Terenzo came to the team as an experienced racer with a Ironman 70.3 world title in his resume and one of the most balanced triathlon skill sets in the game. Team Director Chris McCormack said of this huge talent from New Zealand: “Terenzo is the racer this team needs. He has an enormous racing temperament and the ability to back up week-in and week-post race. He has an amazing ability to focus and recover, and a personality that is imperative in a team environment. This is a skill set not many athletes have, and in a global team especially in the endurance world this is the type of athlete who is very valuable.”
Terenzo won the first ever race for Bahrain Endurance 13 in Dubai in February 2015, and for this will always be the first athlete to win in team colors.
He has always been gifted with amazing raw speed and an incredible bike power. Terenzo tends to shine off consistent racing, like a GC rider in the Bahrain Merida Team who finds peak form by racing stage races. Look for him to be devastating in his second or third race of a five-race block.

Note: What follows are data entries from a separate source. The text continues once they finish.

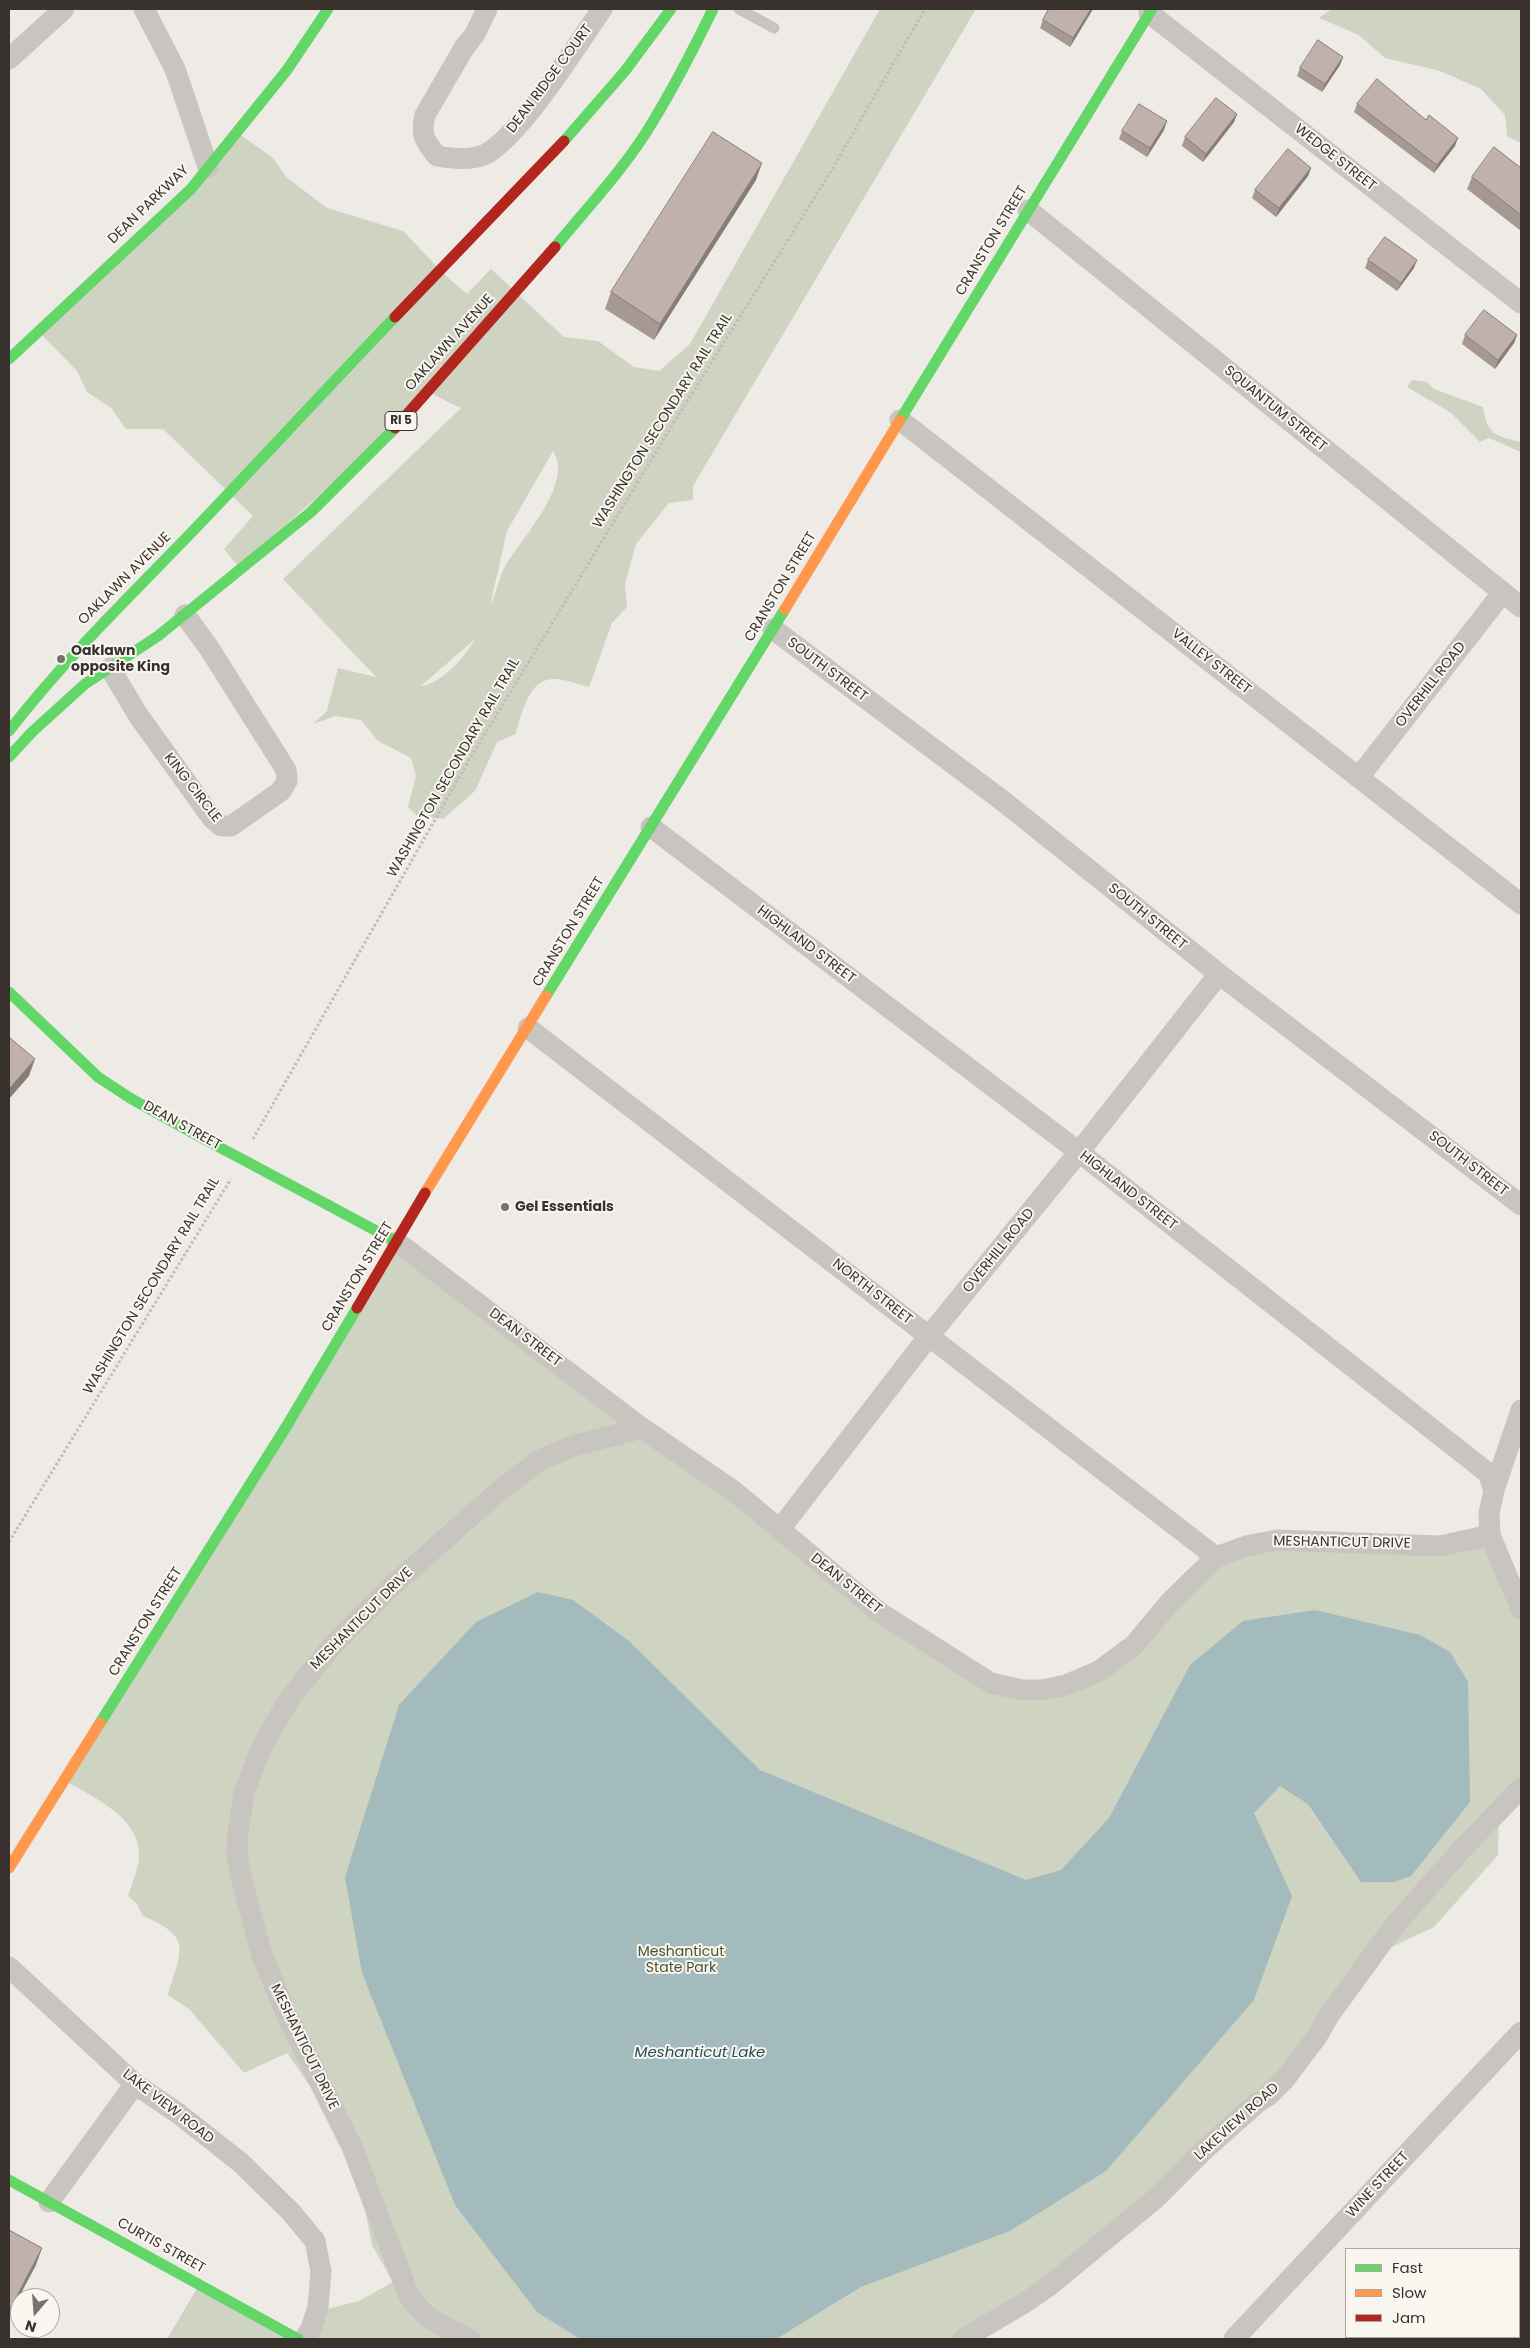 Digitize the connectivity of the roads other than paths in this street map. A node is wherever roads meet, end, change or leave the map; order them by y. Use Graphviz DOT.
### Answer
graph roads {
  1 [pos="64,9"];
  2 [pos="144,9"];
  3 [pos="328,9"];
  4 [pos="487,9"];
  5 [pos="602,9"];
  6 [pos="671,9"];
  7 [pos="713,9"];
  8 [pos="739,9"];
  9 [pos="1150,11"];
  10 [pos="774,28"];
  11 [pos="9,59"];
  12 [pos="208,167"];
  13 [pos="1028,210"];
  14 [pos="1521,303"];
  15 [pos="9,359"];
  16 [pos="900,420"];
  17 [pos="1503,592"];
  18 [pos="1521,607"];
  19 [pos="185,615"];
  20 [pos="773,630"];
  21 [pos="110,668"];
  22 [pos="9,731"];
  23 [pos="9,758"];
  24 [pos="1359,777"];
  25 [pos="650,827"];
  26 [pos="1521,904"];
  27 [pos="1218,974"];
  28 [pos="9,992"];
  29 [pos="528,1028"];
  30 [pos="1079,1152"];
  31 [pos="1521,1205"];
  32 [pos="396,1242"];
  33 [pos="928,1336"];
  34 [pos="1521,1410"];
  35 [pos="642,1428"];
  36 [pos="1494,1490"];
  37 [pos="780,1529"];
  38 [pos="1490,1535"];
  39 [pos="1216,1557"];
  40 [pos="1521,1608"];
  41 [pos="1035,1690"];
  42 [pos="1521,1788"];
  43 [pos="9,1868"];
  44 [pos="9,1966"];
  45 [pos="1521,2032"];
  46 [pos="135,2084"];
  47 [pos="9,2180"];
  48 [pos="49,2202"];
  49 [pos="298,2339"];
  50 [pos="304,2339"];
  51 [pos="470,2339"];
  52 [pos="963,2339"];
  53 [pos="1234,2339"];
  1 -- 11 [label="street"];
  2 -- 12 [label="street"];
  3 -- 12 [label="street, DEAN PARKWAY"];
  4 -- 5 [label="street, DEAN RIDGE COURT"];
  6 -- 22 [label="street, OAKLAWN AVENUE"];
  7 -- 19 [label="street, OAKLAWN AVENUE / RI 5"];
  8 -- 10 [label="lane"];
  9 -- 13 [label="street, CRANSTON STREET"];
  9 -- 14 [label="street, WEDGE STREET"];
  12 -- 15 [label="street, DEAN PARKWAY"];
  13 -- 16 [label="street, CRANSTON STREET"];
  13 -- 17 [label="street, SQUANTUM STREET"];
  16 -- 20 [label="street, CRANSTON STREET"];
  16 -- 24 [label="street, VALLEY STREET"];
  17 -- 18 [label="street, SQUANTUM STREET"];
  17 -- 24 [label="street, OVERHILL ROAD"];
  19 -- 21 [label="street, OAKLAWN AVENUE / RI 5"];
  19 -- 21 [label="street, KING CIRCLE"];
  20 -- 25 [label="street, CRANSTON STREET"];
  20 -- 27 [label="street, SOUTH STREET"];
  21 -- 23 [label="street, OAKLAWN AVENUE / RI 5"];
  24 -- 26 [label="street, VALLEY STREET"];
  25 -- 29 [label="street, CRANSTON STREET"];
  25 -- 30 [label="street, HIGHLAND STREET"];
  27 -- 30 [label="street, OVERHILL ROAD"];
  27 -- 31 [label="street, SOUTH STREET"];
  28 -- 32 [label="street, DEAN STREET, bridge"];
  29 -- 32 [label="street, CRANSTON STREET"];
  29 -- 33 [label="street, NORTH STREET"];
  30 -- 33 [label="street, OVERHILL ROAD"];
  30 -- 36 [label="street, HIGHLAND STREET"];
  32 -- 35 [label="street, DEAN STREET"];
  32 -- 43 [label="street, CRANSTON STREET"];
  33 -- 37 [label="street, OVERHILL ROAD"];
  33 -- 39 [label="street, NORTH STREET"];
  34 -- 36 [label="street"];
  35 -- 37 [label="street, DEAN STREET"];
  35 -- 51 [label="street, MESHANTICUT DRIVE"];
  36 -- 38 [label="street"];
  37 -- 41 [label="street, DEAN STREET"];
  38 -- 39 [label="street, MESHANTICUT DRIVE"];
  38 -- 40 [label="street"];
  39 -- 41 [label="street, MESHANTICUT DRIVE"];
  42 -- 52 [label="street, LAKEVIEW ROAD"];
  44 -- 46 [label="street, LAKE VIEW ROAD"];
  45 -- 53 [label="street, WINE STREET"];
  46 -- 48 [label="street"];
  46 -- 50 [label="street, LAKE VIEW ROAD"];
  47 -- 48 [label="street, CURTIS STREET"];
  48 -- 49 [label="street, CURTIS STREET"];
}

Terenzo won his first Ironman title in 2016 in Western Australia after spending the year working with team member and World Champion Jan Frodeno. He went on to post the fastest time ever in the southern hemisphere for an Ironman and destroyed the course record. Seven days later in typical Terenzo style, he went on to dominate the Ironman 70.3 Middle East Championships with an incredible win in Bahrain. Terenzo is a crowd favorite in Bahrain with his friendly manner and off-the-front racing style.
In 2017, Terenzo had a breakthrough year in Kona, Hawaii finishing sixth place in the World Championship and setting himself up as one of the true favorites for the 2018 event. His end-of-season rampage showed what true range and class he had as an athlete, with a tight finish in the super sprint Island House Triathlon, a defense of his Ironman Western Australia title, and then a domination of the Bahrain Ironman 70.3 event, just losing out in the final few kilometres of the run.